-- Directions for this task --
Scan the entries for lines with the word "Dinan", then copy those lines.

-- Data listing --

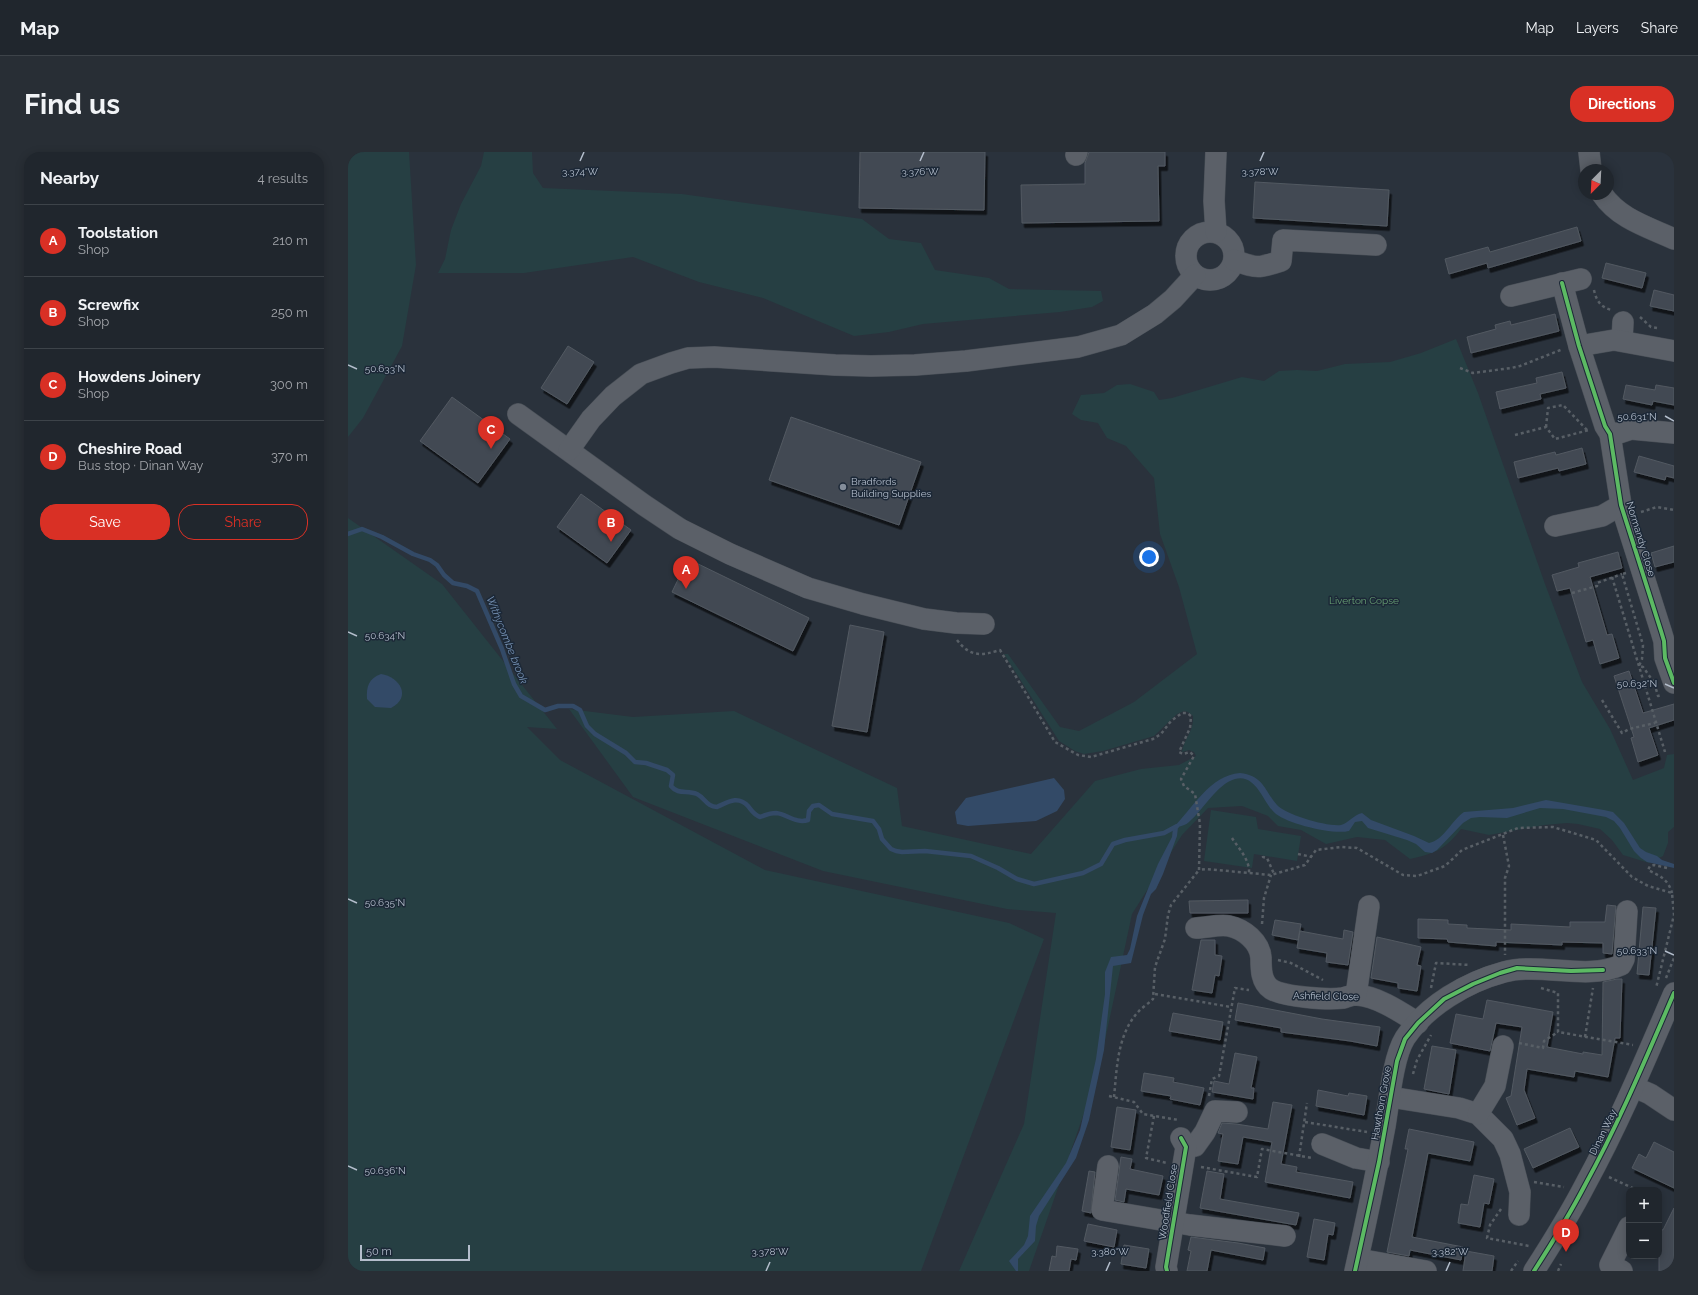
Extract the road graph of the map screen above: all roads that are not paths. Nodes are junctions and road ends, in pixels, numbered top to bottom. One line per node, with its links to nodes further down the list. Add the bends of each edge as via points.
1 (1216, 152): 5 (street)
2 (1589, 152): 3 (street)
3 (1590, 164)
4 (1606, 200): 6 (street, via 1628,219)
5 (1216, 232): 8 (street, via 1230,242); 9 (street, via 1201,233 1189,242 1185,253 1187,266)
6 (1674, 239)
7 (1376, 246): 8 (street, via 1283,240 1281,261 1262,267)
8 (1234, 260): 9 (street, via 1230,269 1214,280 1204,280)
9 (1195, 275): 16 (street, via 1155,314 1121,335 1078,346 966,362 893,365 688,358 641,374 591,418)
10 (1511, 296): 11 (street, Normandy Close, via 1572,281)
11 (1579, 345): 12 (street, via 1614,340 1629,328); 14 (street, Normandy Close)
12 (1674, 351)
13 (518, 414): 16 (street)
14 (1601, 430): 15 (street, via 1619,433 1631,429); 17 (street, Normandy Close)
15 (1674, 433)
16 (569, 450): 19 (street, via 680,529 808,588 924,619)
17 (1623, 511): 18 (street); 20 (street, Normandy Close, via 1631,571 1662,631)
18 (1555, 526)
19 (984, 624)
20 (1670, 678)
21 (1369, 906): 25 (street)
22 (1627, 911): 26 (street, Hawthorn Grove, via 1624,959 1621,965 1597,970 1573,980 1517,968 1500,973 1444,1000)
23 (1196, 928): 25 (street, Ashfield Close, via 1229,926 1247,934 1255,942 1267,967 1270,988 1282,994 1342,998)
24 (1664, 994): 28 (street, Dinan Way)
25 (1356, 995): 26 (street, Ashfield Close, via 1401,1012)
26 (1425, 1027): 29 (street, Hawthorn Grove, via 1405,1039 1397,1061)
27 (1503, 1046): 32 (street, via 1495,1086)
28 (1634, 1087): 30 (street); 43 (street, Dinan Way, via 1585,1186)
29 (1399, 1098): 32 (street, via 1459,1108); 34 (street, Hawthorn Grove)
30 (1674, 1110)
31 (1238, 1112): 37 (street, Woodfield Close, via 1215,1111 1195,1146 1183,1143)
32 (1478, 1114): 36 (street, via 1503,1139 1510,1154 1520,1192)
33 (1322, 1144): 34 (street, via 1356,1158)
34 (1379, 1162): 40 (street, Hawthorn Grove)
35 (1108, 1166): 37 (street, via 1102,1210)
36 (1519, 1215)
37 (1173, 1222): 39 (street); 41 (street, Woodfield Close)
38 (1626, 1233): 44 (street, via 1610,1266)
39 (1285, 1236)
40 (1357, 1265): 42 (street)
41 (1167, 1271)
42 (1426, 1271)
43 (1534, 1271)
44 (1622, 1271)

-- Answer section --
24 (1664, 994): 28 (street, Dinan Way)
28 (1634, 1087): 30 (street); 43 (street, Dinan Way, via 1585,1186)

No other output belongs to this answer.